A menudo, la primera impresión que te produce una persona ya te da el vivo retrato de lo que realmente es. Esto no me ocurrió con Josep Benet, fallecido en la madrugada del pasado martes, pocos días antes de cumplir 88 años.
Cuando conocí a Benet, estuve con él apenas unos pocos segundos, justo el tiempo que transcurrió entre abrirle la puerta, hacerlo pasar y acomodarlo en la sala de espera del bufete del abogado don Felipe Lagarriga, donde estaba yo haciendo unas prácticas mientras cursaba segundo de Derecho. Esto sucedía en el invierno de 1963, pocos meses después del famoso "contubernio de Munich", aquel encuentro en la ciudad alemana de la oposición no comunista al franquismo en el que participaron abiertamente, por primera vez, representantes del interior y del exilio, desde Ridruejo y Gil Robles hasta Rodolfo Llopis, pasando por figuras venerables como Salvador de Madariaga. El abogado Lagarriga había estado en los años de la República afiliado a la CEDA y, fiel a sus ideas, en aquellos tiempos de dictadura, formaba parte de la entonces llamada "izquierda demócrata-cristiana", cuyo líder era el antiguo ministro republicano Manuel Giménez Fernández. Lagarriga, como representante catalán de dicho grupo, había participado en la reunión de Munich y hablaba de ella constantemente. Tras entrevistarse con Benet, el abogado me dijo en tono confidencial: "Este hombre que has visto entrar es una de las principales figuras de la oposición en Catalunya".
Quedé asombrado. Aquel hombre que había visto entrar no tenía ninguna pinta de ser oposición a nada. En efecto, la sombra que tan fugazmente había entrevisto era la de un hombre ya mayor, con paso titubeante, aire despistado, descuidado en el vestir y extremadamente tímido, es decir, todo lo contrario de un hombre de acción, aquello que uno presupone en un político y, más todavía, en un resistente a una dictadura. Contrastaba excesivamente con los clichés de mis modelos antifascistas, tanto los auténticos como
Jean Moulin o André Malraux como los de ficción, por ejemplo, Victor Laszlo, el marido de Ingrid Bergman en Casablanca.No se parecía en nada a ninguno de ellos. Sin embargo, con el tiempo, me di pronto cuenta de que la personalidad de Benet no sólo no respondía a la imagen que me formé tras esta primera impresión, sino que era exactamente la contraria: un hombre con el fuego interior propio de los personajes de una pieza, con una gran energía y fuerza de decisión, que se iba rejuveneciendo al paso del tiempo, implacable como polemista y que vestía de forma atildada. En los años sesenta y setenta fue un personaje clave en la oposición franquista de Catalunya.

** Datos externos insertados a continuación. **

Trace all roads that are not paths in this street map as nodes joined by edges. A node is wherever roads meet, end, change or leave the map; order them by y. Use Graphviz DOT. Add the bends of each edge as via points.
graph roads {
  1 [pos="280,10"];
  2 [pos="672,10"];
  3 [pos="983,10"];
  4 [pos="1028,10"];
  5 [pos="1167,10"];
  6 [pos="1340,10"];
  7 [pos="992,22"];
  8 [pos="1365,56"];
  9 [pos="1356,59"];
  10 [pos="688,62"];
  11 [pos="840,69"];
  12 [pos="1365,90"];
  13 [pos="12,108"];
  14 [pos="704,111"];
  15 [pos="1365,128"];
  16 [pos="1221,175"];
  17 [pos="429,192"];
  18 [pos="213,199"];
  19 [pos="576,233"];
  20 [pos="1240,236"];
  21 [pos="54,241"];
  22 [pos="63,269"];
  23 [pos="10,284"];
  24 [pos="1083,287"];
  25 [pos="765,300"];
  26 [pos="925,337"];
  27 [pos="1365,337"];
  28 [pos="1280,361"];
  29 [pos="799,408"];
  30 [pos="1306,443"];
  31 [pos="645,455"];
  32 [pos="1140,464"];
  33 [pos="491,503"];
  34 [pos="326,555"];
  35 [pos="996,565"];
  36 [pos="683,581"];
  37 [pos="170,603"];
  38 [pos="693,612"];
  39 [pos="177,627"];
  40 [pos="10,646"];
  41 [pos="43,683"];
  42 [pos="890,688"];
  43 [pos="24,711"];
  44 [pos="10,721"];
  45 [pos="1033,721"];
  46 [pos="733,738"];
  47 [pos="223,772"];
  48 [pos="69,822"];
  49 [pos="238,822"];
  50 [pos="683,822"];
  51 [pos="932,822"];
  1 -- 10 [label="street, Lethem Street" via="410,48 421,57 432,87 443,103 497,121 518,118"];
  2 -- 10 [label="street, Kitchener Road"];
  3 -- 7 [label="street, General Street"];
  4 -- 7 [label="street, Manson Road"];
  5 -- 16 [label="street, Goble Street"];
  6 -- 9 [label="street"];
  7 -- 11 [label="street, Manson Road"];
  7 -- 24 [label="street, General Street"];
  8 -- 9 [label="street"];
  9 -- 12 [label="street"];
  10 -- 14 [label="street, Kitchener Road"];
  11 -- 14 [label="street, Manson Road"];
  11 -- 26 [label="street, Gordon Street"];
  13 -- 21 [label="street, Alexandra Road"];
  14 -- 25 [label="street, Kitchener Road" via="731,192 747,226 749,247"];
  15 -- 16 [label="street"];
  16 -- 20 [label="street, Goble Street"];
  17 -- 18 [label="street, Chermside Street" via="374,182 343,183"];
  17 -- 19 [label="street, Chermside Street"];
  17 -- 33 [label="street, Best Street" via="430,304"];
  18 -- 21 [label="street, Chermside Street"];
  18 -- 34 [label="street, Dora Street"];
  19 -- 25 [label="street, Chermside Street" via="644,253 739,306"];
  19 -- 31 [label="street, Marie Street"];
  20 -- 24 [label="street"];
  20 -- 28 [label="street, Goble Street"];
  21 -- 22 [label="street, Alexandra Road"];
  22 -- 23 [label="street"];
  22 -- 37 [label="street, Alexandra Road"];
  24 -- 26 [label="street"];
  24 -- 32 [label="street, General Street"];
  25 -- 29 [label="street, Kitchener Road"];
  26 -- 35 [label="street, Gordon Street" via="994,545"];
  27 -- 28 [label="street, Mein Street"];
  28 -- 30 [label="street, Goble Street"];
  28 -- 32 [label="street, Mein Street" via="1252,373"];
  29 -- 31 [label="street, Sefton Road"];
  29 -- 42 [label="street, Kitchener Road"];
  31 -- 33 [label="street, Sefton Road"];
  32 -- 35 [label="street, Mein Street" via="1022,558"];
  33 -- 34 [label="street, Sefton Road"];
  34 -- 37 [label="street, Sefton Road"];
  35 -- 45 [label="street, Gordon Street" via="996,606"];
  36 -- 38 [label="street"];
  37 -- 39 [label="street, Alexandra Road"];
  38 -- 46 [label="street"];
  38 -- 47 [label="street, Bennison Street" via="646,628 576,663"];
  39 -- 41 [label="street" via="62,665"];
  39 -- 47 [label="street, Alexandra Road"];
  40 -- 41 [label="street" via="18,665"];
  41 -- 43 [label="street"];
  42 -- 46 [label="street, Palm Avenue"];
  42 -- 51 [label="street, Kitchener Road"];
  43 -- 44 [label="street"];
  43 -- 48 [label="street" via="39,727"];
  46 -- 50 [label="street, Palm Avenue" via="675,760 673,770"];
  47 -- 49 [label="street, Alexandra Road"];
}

Nacido en 1920, Benet pertenecía a la generación perdida, la que llegó a la universidad en los primeros años cuarenta y, como católico, catalanista y demócrata, no podía encontrar su lugar en la sociedad más que rebelándose contra aquel estado de cosas. En un país normalizado, hubiera sido un democristiano y, en sus primeras andanzas políticas, eso es lo que fue. Pero con el tiempo vio que las exigencias eran otras y escogió un papel distinto, el papel del antifascista militante cuya obsesión fue la unidad de las fuerzas de oposición al régimen en el ámbito de Catalunya.
Junto a otras personalidades del mundo católico – Maurici Serrahima, Agustí de Semir, Josep Maria Vilaseca, José María Valverde- se ofreció como puente entre estos sectores y la izquierda, especialmente la aislada izquierda comunista. La renovación religiosa que supuso el concilio Vaticano II facilitó enormemente las cosas. La Assemblea de Catalunya fue el principal resultado político de estos afanes. Posteriormente, su candidatura como independiente a la presidencia de la Generalitat encabezando la lista del PSUC con pretensiones unitarias, creo que fue un error por ambas partes, tanto por su parte como por parte del partido de los comunistas catalanes. El franquismo había desaparecido y la unidad entre las fuerzas políticas democráticas carecía de sentido: los tiempos habían cambiado y lo único que debía medirse en unas elecciones era la fuerza de cada partido para competir parlamentariamente con las demás.
Nunca supe muy bien si Josep Benet fue un abogado, un historiador o un político. Creo que su verdadera personalidad consistió en acumular las tres cosas sin ser propiamente una figura de primera línea en ninguna de ellas. Benet fue un mediador entre mundos diversos, tanto profesionales como ideológicos. Abogado por su sentido de la justicia, historiador por su creencia en el peso de la tradición y político por responsabilidad social. En esta última faceta destacó, primero, como conspirador debido al constante activismo al que le impulsaba su sentido moral; y, segundo, como eminencia gris debido a su desinterés en salir retratado en el primer plano de cualquier foto.
De Josep Benet me han distanciado aquello que son creencias, especialmente el nacionalismo y la religión. Pero siempre le he admirado por su rectitud ética, por su sentido de la tolerancia, por su comprensión de los motivos del adversario y, sobre todo, por una última razón: por ser un incansable corredor de fondo.